Seminar: Chemical biology avenues to illuminate chromatin modifications and protein-protein interactions
November 21st
Seminar Room
11:30
Dr. Nir Hananya, Princeton University
Chemical biology avenues to illuminate chromatin modifications and protein-protein interactions
The lecture will describe my postdoctoral work at the Department of Chemistry at Princeton University, focusing on two research projects. First, I will introduce a chemical biology approach to studying the roles of chromatin ADP-ribosylation. Chromatin, the complex of DNA and proteins which constitutes our genome, integrates environmental and developmental signals to regulate essential cellular processes, such as replication, transcription, and DNA repair.

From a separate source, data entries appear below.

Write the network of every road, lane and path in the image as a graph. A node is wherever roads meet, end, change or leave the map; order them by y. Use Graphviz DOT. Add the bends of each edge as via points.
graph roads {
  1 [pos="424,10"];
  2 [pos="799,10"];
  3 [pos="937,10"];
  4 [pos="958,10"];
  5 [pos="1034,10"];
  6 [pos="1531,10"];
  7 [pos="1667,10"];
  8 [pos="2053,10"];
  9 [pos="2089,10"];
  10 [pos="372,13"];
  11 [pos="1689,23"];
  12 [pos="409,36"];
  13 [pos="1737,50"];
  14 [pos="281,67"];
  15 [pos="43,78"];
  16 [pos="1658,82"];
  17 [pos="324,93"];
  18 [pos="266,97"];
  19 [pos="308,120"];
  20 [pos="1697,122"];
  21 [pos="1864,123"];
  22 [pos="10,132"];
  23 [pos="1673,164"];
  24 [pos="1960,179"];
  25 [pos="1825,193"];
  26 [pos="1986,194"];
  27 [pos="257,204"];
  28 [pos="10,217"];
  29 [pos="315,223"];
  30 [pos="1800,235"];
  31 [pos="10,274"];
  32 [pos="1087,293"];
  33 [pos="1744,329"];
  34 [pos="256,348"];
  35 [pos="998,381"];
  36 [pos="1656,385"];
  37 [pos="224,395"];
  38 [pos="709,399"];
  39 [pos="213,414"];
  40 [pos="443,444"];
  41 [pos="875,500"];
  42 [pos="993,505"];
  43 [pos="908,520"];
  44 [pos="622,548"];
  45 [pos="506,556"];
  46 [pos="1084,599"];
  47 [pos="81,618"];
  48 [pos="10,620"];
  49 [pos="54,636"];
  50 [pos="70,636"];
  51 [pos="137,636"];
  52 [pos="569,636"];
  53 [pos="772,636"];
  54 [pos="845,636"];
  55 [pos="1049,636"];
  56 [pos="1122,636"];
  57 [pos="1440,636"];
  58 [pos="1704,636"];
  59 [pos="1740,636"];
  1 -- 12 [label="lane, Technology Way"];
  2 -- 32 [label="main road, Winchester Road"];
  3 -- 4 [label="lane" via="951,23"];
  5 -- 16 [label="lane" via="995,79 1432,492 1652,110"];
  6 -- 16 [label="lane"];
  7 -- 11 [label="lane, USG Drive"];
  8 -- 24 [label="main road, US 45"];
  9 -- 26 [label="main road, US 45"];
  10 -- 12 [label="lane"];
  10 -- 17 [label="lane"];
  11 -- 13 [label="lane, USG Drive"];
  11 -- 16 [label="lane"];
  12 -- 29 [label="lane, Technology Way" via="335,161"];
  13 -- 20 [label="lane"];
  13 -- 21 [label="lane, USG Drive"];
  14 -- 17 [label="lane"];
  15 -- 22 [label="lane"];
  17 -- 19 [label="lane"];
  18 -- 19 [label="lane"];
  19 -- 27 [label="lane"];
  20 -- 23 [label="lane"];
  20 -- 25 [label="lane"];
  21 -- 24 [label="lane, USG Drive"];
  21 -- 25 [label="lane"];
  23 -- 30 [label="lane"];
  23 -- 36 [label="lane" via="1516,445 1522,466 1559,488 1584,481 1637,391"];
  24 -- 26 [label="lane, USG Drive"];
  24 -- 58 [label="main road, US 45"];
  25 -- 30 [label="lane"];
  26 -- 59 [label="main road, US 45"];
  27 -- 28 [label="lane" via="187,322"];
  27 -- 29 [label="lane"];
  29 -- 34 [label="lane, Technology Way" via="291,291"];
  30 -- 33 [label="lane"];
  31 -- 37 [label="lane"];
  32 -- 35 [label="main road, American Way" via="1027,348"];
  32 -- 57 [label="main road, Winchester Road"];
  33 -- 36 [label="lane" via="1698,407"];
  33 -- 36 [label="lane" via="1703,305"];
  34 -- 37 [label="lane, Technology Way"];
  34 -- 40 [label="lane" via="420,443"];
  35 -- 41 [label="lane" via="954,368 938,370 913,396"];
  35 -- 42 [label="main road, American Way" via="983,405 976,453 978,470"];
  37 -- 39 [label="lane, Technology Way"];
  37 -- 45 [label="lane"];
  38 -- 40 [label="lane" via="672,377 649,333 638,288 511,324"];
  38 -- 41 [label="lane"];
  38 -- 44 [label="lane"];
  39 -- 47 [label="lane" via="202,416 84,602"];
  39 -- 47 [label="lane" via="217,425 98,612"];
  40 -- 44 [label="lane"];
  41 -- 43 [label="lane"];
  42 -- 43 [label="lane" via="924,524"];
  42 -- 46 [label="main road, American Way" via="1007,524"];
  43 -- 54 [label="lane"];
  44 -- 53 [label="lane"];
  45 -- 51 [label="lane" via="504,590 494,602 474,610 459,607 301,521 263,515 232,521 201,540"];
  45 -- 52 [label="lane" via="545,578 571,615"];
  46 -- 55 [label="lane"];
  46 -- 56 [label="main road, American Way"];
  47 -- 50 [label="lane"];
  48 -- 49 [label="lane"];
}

A key mechanism in this regulation is the post-translational modification of histones, the basic proteins responsible for packaging the DNA into nucleosomes. My research focuses on a unique histone modification, serine ADP-ribosylation, rapidly deposited on histones after a DNA break is detected. Very little is known about histone ADP-ribosylation’s roles in DNA repair because of a lack of molecular tools to study this vital chemical modification. I will describe an efficient and modular semisynthetic route to chromatin substrates modified site-specifically with ADP-ribose. The availability of these extraordinary reagents enables biochemical and biophysical investigations of the impact of ADP-ribosylation on chromatin. In addition, by employing a synthetic biology approach, ADP-ribosylated histones with photo-affinity traps were installed in native chromatin. This method allows for the covalent binding and characterization of specific ADP-ribose interacting proteins. In the second part of my talk, I will introduce a novel photochemistry-based method to achieve proximity labeling of proteins, which is useful for mapping protein-protein interactions in living cells. This technology, termed ‘LITag’ (Light-induced Interactome Tagging), involves fusing an engineered flavoprotein to a protein of interest. Brief visible light irradiation of the fusion protein leads to the local generation of reactive radical species that tag neighboring biomolecules covalently, thereby providing a ‘snapshot’ of protein interactome with an unprecedented temporal resolution. I illustrate how LITag can be applied to characterize the protein network associated with the DNA damage response. Overall, these projects demonstrate the great value of chemistry-driven tools in illuminating essential aspects of cell biology.